ÖZEL - MEHMET ALİ AY / HUKUKİ HABER

Hukukihaber.net'e ulaşan mahkeme kararına göre, Niğde'de yaşanan akıl almaz dolandırıcılık olayı şöyle gelişti;

Dolandırıcılık suçuna konu olan olay Niğde de gerçekleşti. Müşteki A.S. ağabeyine ait daire ve iş yerini satışa sunmak için bir ‘satılık levhası’ hazırlar ve irtibat numarası olarak da kendi telefon numarasını ekler. Daha sonra M.S. isimli şahıs kendisini arar ve ilana konu olan işyeri ve daire hakkında görüşmek istediğini, kendisinin Almanya da mücevher dükkanı olduğu söyler. Ancak orada yabancı düşmanlığı olduğunu Türkiye'ye yerleşmek istediğini ikinci evliliğini Niğde'de yaptığını ve bu ile yerleşmek istediğini ifade eder. 40-50 dönümlük araziye ihtiyacı olduğunu dile getirir. İstenilen özelliklere sahip bir arsa üzerine pazarlık yapmak için taraflar bir lokantada buluşmak için sözleşirler ve telefon konuşması burada son bulur.

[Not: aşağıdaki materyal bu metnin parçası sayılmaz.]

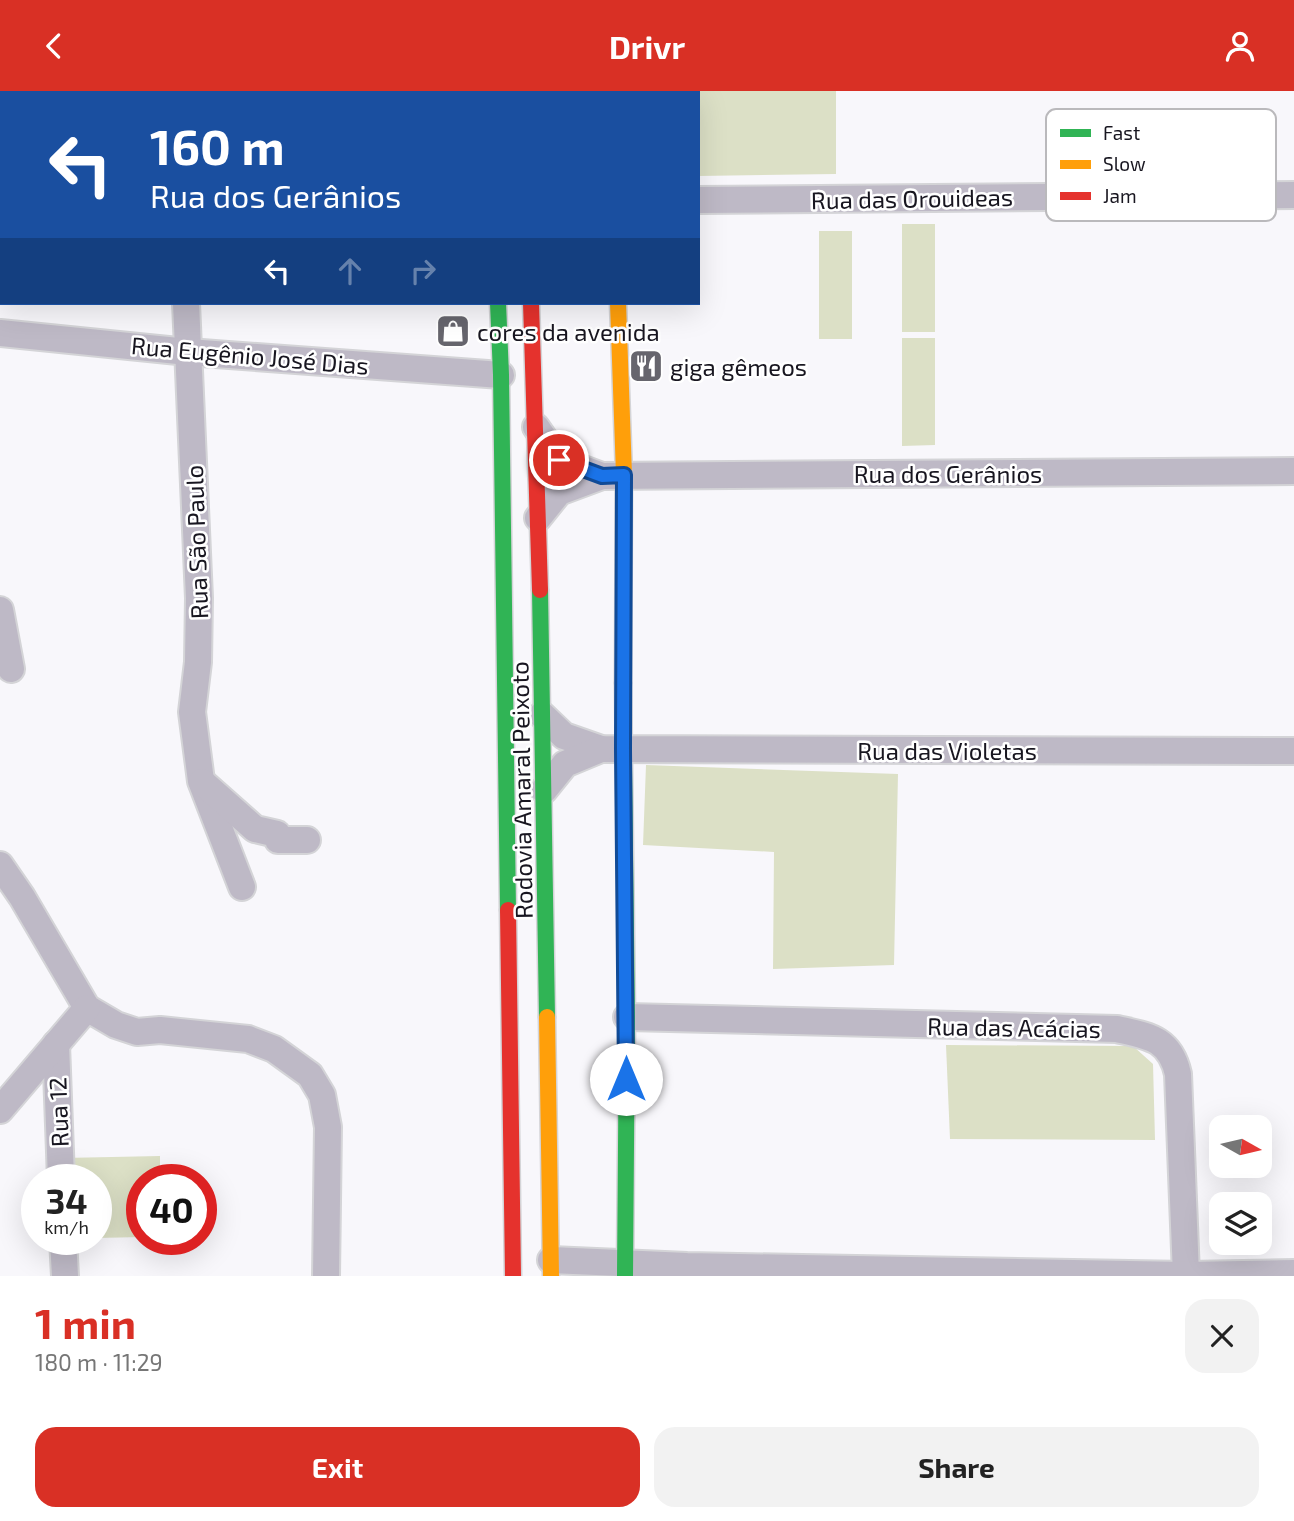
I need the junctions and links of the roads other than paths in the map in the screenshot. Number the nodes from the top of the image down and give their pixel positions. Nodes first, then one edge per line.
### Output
1 (1276, 195) edge
2 (1294, 195) edge
3 (1046, 197) edge
4 (700, 200) edge
5 (186, 305) edge
6 (498, 305) edge
7 (531, 305) edge
8 (618, 305) edge
9 (0, 333) edge
10 (188, 352) junction
11 (501, 375) junction
12 (536, 426) junction
13 (1294, 471) edge
14 (613, 475) junction
15 (538, 518) junction
16 (0, 610) edge
17 (10, 669) dead end
18 (542, 715) junction
19 (612, 749) junction
20 (1294, 751) edge
21 (201, 781) junction
22 (544, 790) junction
23 (307, 840) dead end
24 (0, 865) edge
25 (242, 887) dead end
26 (87, 1008) junction
27 (627, 1017) junction
28 (56, 1044) junction
29 (0, 1109) edge
30 (60, 1164) edge
31 (64, 1255) edge
32 (551, 1268) edge
33 (625, 1269) edge
34 (1294, 1273) edge
35 (1186, 1275) edge
36 (65, 1276) edge
37 (326, 1276) edge
38 (513, 1276) edge

1 - 2 street, Rua das Orouideas
3 - 4 street, Rua das Orouideas
5 - 10 street, Rua São Paulo
6 - 11 main road, Rodovia Amaral Peixoto
7 - 12 main road, Rodovia Amaral Peixoto
8 - 14 main road
9 - 10 street, Rua Eugênio José Dias
10 - 11 street, Rua Eugênio José Dias
10 - 21 street, Rua São Paulo
11 - 38 main road, Rodovia Amaral Peixoto
12 - 14 street, Rua dos Gerânios
12 - 15 main road, Rodovia Amaral Peixoto
13 - 14 street, Rua dos Gerânios
14 - 15 street, Rua dos Gerânios
14 - 19 main road
15 - 18 main road, Rodovia Amaral Peixoto
16 - 17 street
18 - 19 street, Rua das Violetas
18 - 22 main road, Rodovia Amaral Peixoto
19 - 20 street, Rua das Violetas
19 - 22 street, Rua das Violetas
19 - 27 main road
21 - 23 street
21 - 25 street, Rua São Paulo
22 - 32 main road, Rodovia Amaral Peixoto
24 - 26 street
26 - 28 street
26 - 37 street
27 - 33 main road
27 - 35 street, Rua das Acácias
28 - 29 street
28 - 30 street, Rua 12
31 - 36 street
32 - 33 street
33 - 35 street
34 - 35 street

'OSMANLI HANEDANI SOYUNDAN...'


Cami imamı olan müşteki A.S. ertesi gün öğle namazından sonra camiden ayrılacağı sırada A.Ö. isimli şahıs yanına gelir ve kendisinin UNICEF tarafından görevlendirildiğini, profesör olduğunu ve Osmanlı hanedanı soyundan geldiğini söyler. Müştekinin görev yaptığı camiinin de tarihi eser nitelikte olduğunu söyleyerek kendisine cami hakkında bilgi vermesini yani yardımcı olmasını rica eder ve aralarında kısa bir muhabbet kurulur. Müşteki imam A.S. bir gün sonra arazi satışı için sözleştikleri M.S. ile bir lokanta da buluştukları esnada önceki gün camide tanıştıkları A.S. ile rastlaşırlar daha sonra bu şahsı masalarına davet ederler ve akıllara durgunluk  veren olay burada başlar.
DEĞERLİ TAŞ HİNDİSTAN'DAN


Müşteki A.S, A.Ö ile M.S. burada tanıştırır ve M.S'nin kuyumcu olduğunu öğrenen A.Ö. kendisinin Hindistan'da zengin bir ailenin çocuklarını iyileştirdiği için karşılığında değerli bir taş verildiğini bu taşları imam olan M.S'ye göstermek istediğini belirtir. Ardından A.Ö. lokantadan ayrılır ve bir süre sonra elinde taşlarla tekrar döner. M.S. taşları inceledikten sonra taşların 7.7 karat elmas olduğunu ancak bu haliyle pek paha etmediğini işlenmesi halinde çok değerli olacağını söyler ve taşlar için 15.000 Euro ödemeye razı olduğunu belirtir. A.Ö'nin bu bedeli kabul etmesi üzerine M.S bankaya gidip parayı getireceğini söyleyerek oradan ayrılır ve bir süre sonra elinde para ile geri gelir ve imam A.S'nin önünde al-ver yaparlar. Sonra pazarlığı yapılan araziyi görmek için birlikte bir araca binerek araziye doğru giderler.

'SEN BANA YAHUDİ Mİ DİYORSUN...'

Yol boyu sohbet ederken M.S, elmas ticaretinin Yahudilerin elinde olduğunu elmasları Türklere satmadıklarını söyler bunun üzerine A.Ö sinirlenir ve ‘sen bana Yahudi mi diyorsun ben Müslüman'ım ver geri elmasları satmaktan vazgeçtim’ der ve elmasları geri alır.

M.S, elmasları satın almakta ısrar etmesine rağmen A.Ö. sinirli tavırlarla asla satmayacağını söyler bunun üzerine M.S, imam A.S'den  kendisi için A.Ö'den elmasları satın almasını ve kendisine verdiği takdirde 1.000 Euro komisyon vereceğini söyler. İmam A.S. hemen piyasadan bulduğu 15.000 Euro ile gider elmasları satın alır ve geri gelip tam M.S'ye  verecektir. Ama M.S. ortada yoktur. Döner A.Ö.'yü bulmaya çalışır o da ortada yoktur.  

Elmas olduğu sanılan taşların  ise bujitericiden alınmış naylon zirkon taş olduğu anlaşılınca olayın çok güzel kurgulanmış organize bir dolandırıcılık olduğu ortaya çıkar. İmam, 1000 Euro komisyon için  15.000 Euro dolandırılmış olarak ortada kalır...

Olayın mahkemeye intikali üzerine, ceza mahkemesi, sanıkların TCK 157/1, 53. Maddeleri gereğince mahkumiyetine karar vermiş ve Yargıtay tarafından da cezaları onanmıştır.